What to do: Keyword search on "Rice": report each line of the records that contains it.
BEGIN Listed records
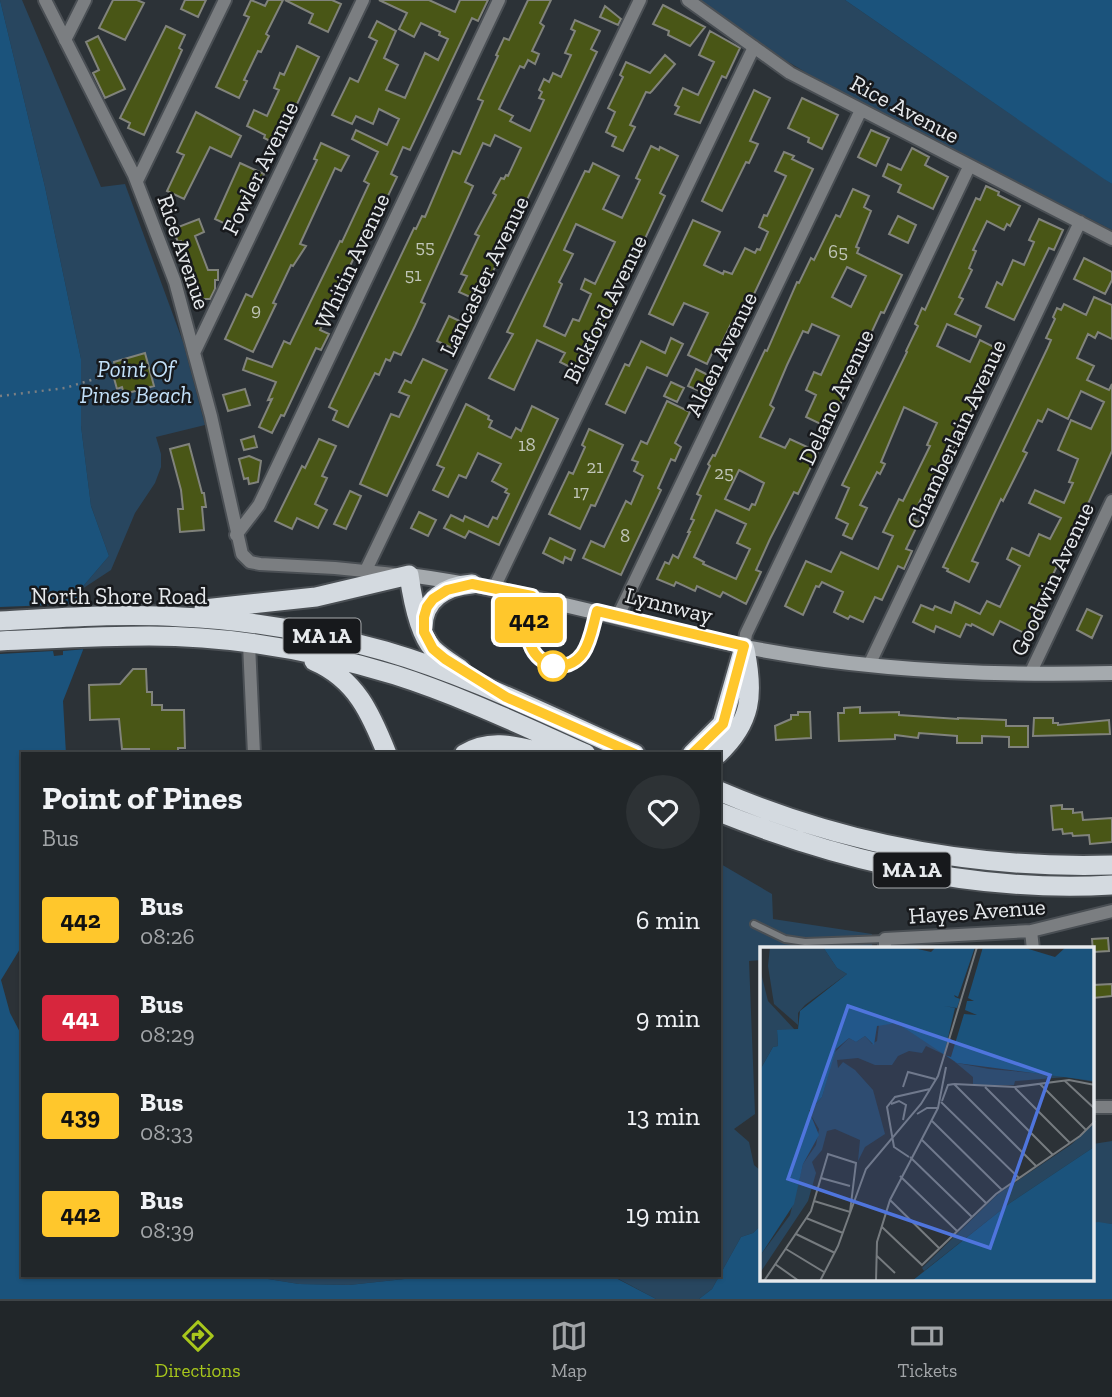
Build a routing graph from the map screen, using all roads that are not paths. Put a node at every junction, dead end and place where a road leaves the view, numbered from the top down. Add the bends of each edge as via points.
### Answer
1 (45, 0) edge
2 (85, 0) edge
3 (225, 0) edge
4 (363, 0) edge
5 (499, 0) edge
6 (640, 0) edge
7 (688, 0) edge
8 (65, 40) junction
9 (754, 47) junction
10 (861, 110) junction
11 (969, 167) junction
12 (137, 181) junction
13 (1080, 222) junction
14 (1112, 239) edge
15 (194, 354) junction
16 (1112, 501) edge
17 (236, 535) junction
18 (366, 570) junction
19 (409, 575) junction
20 (472, 584) junction
21 (494, 588) junction
22 (532, 596) junction
23 (597, 611) junction
24 (130, 616) junction
25 (618, 617) junction
26 (0, 621) edge
27 (90, 627) junction
28 (424, 632) junction
29 (0, 641) edge
30 (249, 643) junction
31 (744, 646) junction
32 (273, 647) junction
33 (870, 663) junction
34 (1112, 673) edge
35 (1030, 674) junction
36 (506, 697) junction
37 (254, 752) edge
38 (386, 752) edge
39 (468, 752) edge
40 (538, 752) edge
41 (581, 752) edge
42 (630, 752) edge
43 (694, 752) edge
44 (720, 752) edge
45 (721, 799) edge
46 (1112, 864) edge
47 (1112, 885) edge
48 (1112, 911) edge
49 (754, 924) dead end
50 (1031, 931) junction
51 (885, 944) edge
52 (1033, 947) edge
53 (1094, 1107) edge
54 (1112, 1107) edge

1 - 8 street, Rice Avenue
2 - 8 street
3 - 12 street
4 - 15 street, Fowler Avenue
5 - 17 street, Whitin Avenue via 259,505
6 - 18 street, Lancaster Avenue
7 - 9 street, Rice Avenue
8 - 12 street, Rice Avenue
9 - 10 street, Rice Avenue via 790,73
9 - 21 street, Bickford Avenue
10 - 11 street, Rice Avenue
10 - 25 street, Alden Avenue
11 - 13 street, Rice Avenue
11 - 31 street, Delano Avenue
12 - 15 street, Rice Avenue via 175,282
13 - 14 street, Rice Avenue
13 - 33 street, Chamberlain Avenue
15 - 17 street, Rice Avenue
16 - 35 street, Goodwin Avenue
17 - 18 street, Lynnway via 242,554 254,563
18 - 19 street, Lynnway
19 - 20 main road, Lynnway
19 - 24 highway via 302,599
19 - 28 highway
20 - 21 main road, Lynnway
20 - 28 highway via 433,599 425,612
21 - 22 main road, Lynnway
22 - 23 main road, Lynnway
22 - 23 lane via 529,641 548,665 561,666 578,658
23 - 25 main road, Lynnway
24 - 27 highway, North Shore Road / MA 1A
24 - 36 highway, North Shore Road / MA 1A via 211,619 340,639 435,667
25 - 31 main road, Lynnway
26 - 27 highway, North Shore Road / MA 1A
27 - 29 highway, North Shore Road / MA 1A
27 - 30 highway, North Shore Road / MA 1A
28 - 36 highway via 438,654
30 - 32 highway, North Shore Road / MA 1A
30 - 37 street
31 - 33 main road, Lynnway
31 - 43 highway via 723,724
31 - 44 highway via 750,676 747,710 738,733
32 - 38 highway via 319,663 347,682 367,707
32 - 41 highway, North Shore Road / MA 1A via 370,668 439,690
33 - 35 main road, Lynnway
34 - 35 main road, Lynnway
36 - 42 highway, North Shore Road / MA 1A
39 - 40 highway via 493,743
45 - 46 highway, MA 1A via 914,850 1011,864
45 - 47 highway, MA 1A via 829,850 925,873 1025,885
48 - 50 street, Hayes Avenue
49 - 51 lane via 785,939 804,942
50 - 51 street, Hayes Avenue
50 - 52 street
53 - 54 street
END Listed records
Answer section:
1 - 8 street, Rice Avenue
7 - 9 street, Rice Avenue
8 - 12 street, Rice Avenue
9 - 10 street, Rice Avenue via 790,73
10 - 11 street, Rice Avenue
11 - 13 street, Rice Avenue
12 - 15 street, Rice Avenue via 175,282
13 - 14 street, Rice Avenue
15 - 17 street, Rice Avenue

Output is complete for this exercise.